--- What needs to be done ---
For every entry below, give it back exactly and leave out any image.

------ Stored data ------

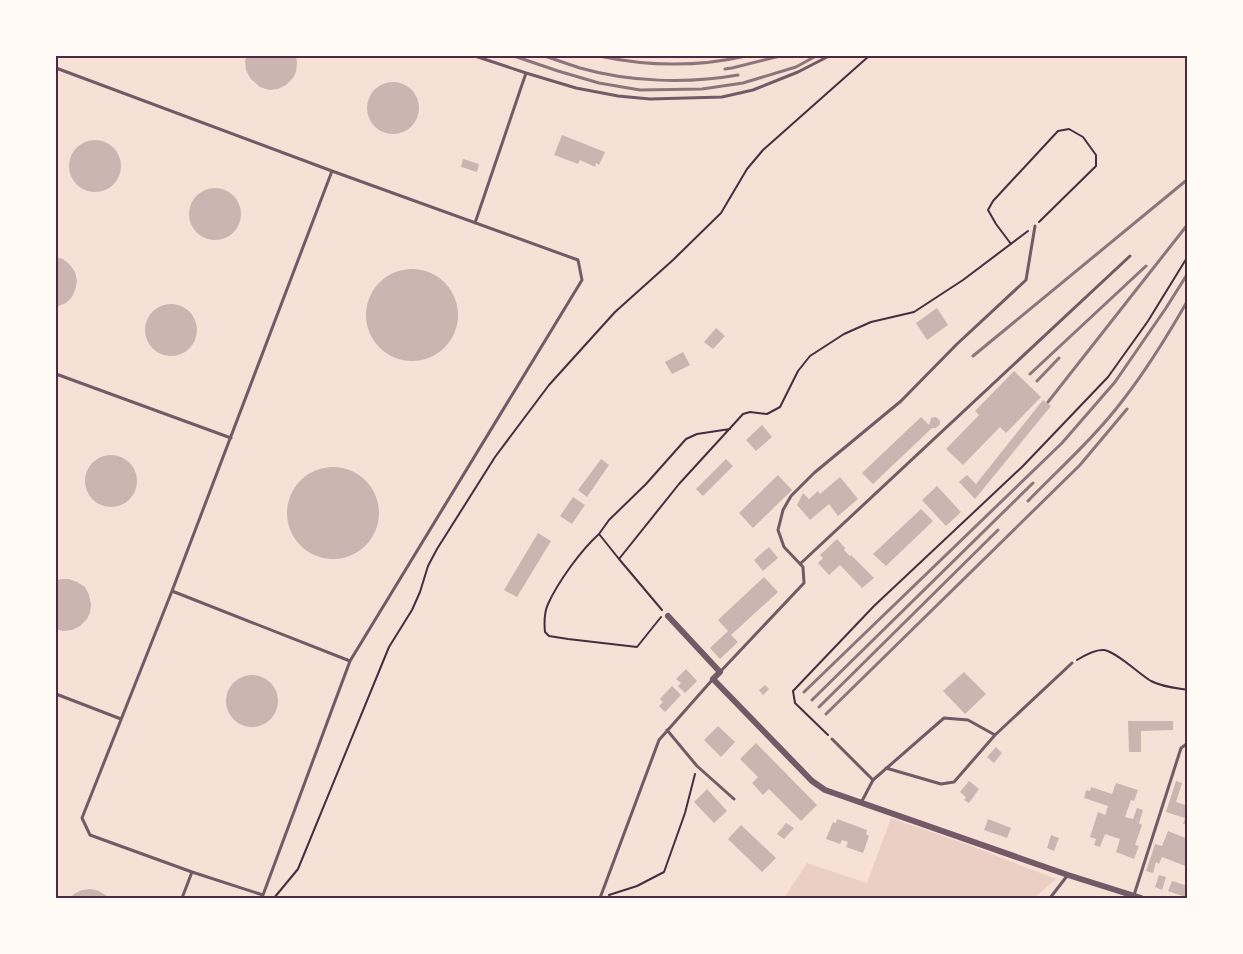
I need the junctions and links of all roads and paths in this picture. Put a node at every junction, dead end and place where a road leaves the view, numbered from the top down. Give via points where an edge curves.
1 (475, 56) edge
2 (829, 56) edge
3 (869, 56) edge
4 (56, 68) edge
5 (526, 73) junction
6 (332, 171) junction
7 (475, 223) junction
8 (1035, 226) junction
9 (1011, 244) junction
10 (1130, 256) dead end
11 (1188, 256) edge
12 (56, 374) edge
13 (730, 429) junction
14 (231, 438) junction
15 (599, 534) junction
16 (619, 559) junction
17 (800, 564) junction
18 (172, 591) junction
19 (668, 616) dead end
20 (350, 661) junction
21 (1072, 663) joint
22 (720, 672) junction
23 (713, 679) junction
24 (1188, 690) edge
25 (56, 694) edge
26 (121, 719) junction
27 (667, 730) junction
28 (995, 735) junction
29 (832, 739) joint
30 (1188, 742) edge
31 (697, 766) junction
32 (886, 768) junction
33 (873, 780) junction
34 (734, 799) dead end
35 (861, 803) junction
36 (192, 872) junction
37 (1068, 875) junction
38 (1133, 896) junction
39 (182, 898) edge
40 (274, 898) edge
41 (600, 898) edge
42 (1050, 898) edge
43 (1141, 898) edge

1 - 5 lane
2 - 5 lane via 753,90 722,96 618,96
3 - 40 path via 763,150 721,213 615,312 549,385 495,457 436,549 412,610 389,647 298,869
4 - 6 lane
5 - 7 lane
6 - 7 lane
6 - 14 lane
7 - 20 lane via 578,260 582,280
8 - 9 path
8 - 9 path via 1096,166 1096,155 1083,137 1070,129 1058,131 988,210
8 - 17 lane via 1026,280 901,401 791,496 778,530 784,547
9 - 13 path via 914,312 871,322 810,356 780,407 767,414 743,414
10 - 17 lane
11 - 29 path via 1108,377 1023,466 874,606 793,691 795,704
12 - 14 lane
13 - 15 path via 686,439
13 - 16 path via 679,484
14 - 18 lane
15 - 16 path
15 - 16 path via 568,571 548,604 544,619 549,636 637,647 664,612
17 - 22 lane via 804,583
18 - 20 lane
18 - 26 lane
19 - 22 street
20 - 36 lane via 263,895
21 - 24 path via 1104,650 1151,681
21 - 28 lane
22 - 23 street
23 - 27 lane
23 - 35 street via 812,781
25 - 26 lane
26 - 36 lane via 82,818 90,835
27 - 31 lane
27 - 41 lane via 659,740
28 - 32 lane via 968,720 944,718
28 - 32 lane via 954,782 941,784
29 - 33 lane
30 - 38 lane via 1180,748
31 - 34 lane
31 - 41 path via 664,872
32 - 33 lane
33 - 35 lane
35 - 37 street
36 - 39 lane
37 - 38 street
37 - 42 lane
38 - 43 street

------

--- Exercise solution ---
I need the junctions and links of all roads and paths in this picture. Put a node at every junction, dead end and place where a road leaves the view, numbered from the top down. Give via points where an edge curves.
1 (475, 56) edge
2 (829, 56) edge
3 (869, 56) edge
4 (56, 68) edge
5 (526, 73) junction
6 (332, 171) junction
7 (475, 223) junction
8 (1035, 226) junction
9 (1011, 244) junction
10 (1130, 256) dead end
11 (1188, 256) edge
12 (56, 374) edge
13 (730, 429) junction
14 (231, 438) junction
15 (599, 534) junction
16 (619, 559) junction
17 (800, 564) junction
18 (172, 591) junction
19 (668, 616) dead end
20 (350, 661) junction
21 (1072, 663) joint
22 (720, 672) junction
23 (713, 679) junction
24 (1188, 690) edge
25 (56, 694) edge
26 (121, 719) junction
27 (667, 730) junction
28 (995, 735) junction
29 (832, 739) joint
30 (1188, 742) edge
31 (697, 766) junction
32 (886, 768) junction
33 (873, 780) junction
34 (734, 799) dead end
35 (861, 803) junction
36 (192, 872) junction
37 (1068, 875) junction
38 (1133, 896) junction
39 (182, 898) edge
40 (274, 898) edge
41 (600, 898) edge
42 (1050, 898) edge
43 (1141, 898) edge

1 - 5 lane
2 - 5 lane via 753,90 722,96 618,96
3 - 40 path via 763,150 721,213 615,312 549,385 495,457 436,549 412,610 389,647 298,869
4 - 6 lane
5 - 7 lane
6 - 7 lane
6 - 14 lane
7 - 20 lane via 578,260 582,280
8 - 9 path
8 - 9 path via 1096,166 1096,155 1083,137 1070,129 1058,131 988,210
8 - 17 lane via 1026,280 901,401 791,496 778,530 784,547
9 - 13 path via 914,312 871,322 810,356 780,407 767,414 743,414
10 - 17 lane
11 - 29 path via 1108,377 1023,466 874,606 793,691 795,704
12 - 14 lane
13 - 15 path via 686,439
13 - 16 path via 679,484
14 - 18 lane
15 - 16 path
15 - 16 path via 568,571 548,604 544,619 549,636 637,647 664,612
17 - 22 lane via 804,583
18 - 20 lane
18 - 26 lane
19 - 22 street
20 - 36 lane via 263,895
21 - 24 path via 1104,650 1151,681
21 - 28 lane
22 - 23 street
23 - 27 lane
23 - 35 street via 812,781
25 - 26 lane
26 - 36 lane via 82,818 90,835
27 - 31 lane
27 - 41 lane via 659,740
28 - 32 lane via 968,720 944,718
28 - 32 lane via 954,782 941,784
29 - 33 lane
30 - 38 lane via 1180,748
31 - 34 lane
31 - 41 path via 664,872
32 - 33 lane
33 - 35 lane
35 - 37 street
36 - 39 lane
37 - 38 street
37 - 42 lane
38 - 43 street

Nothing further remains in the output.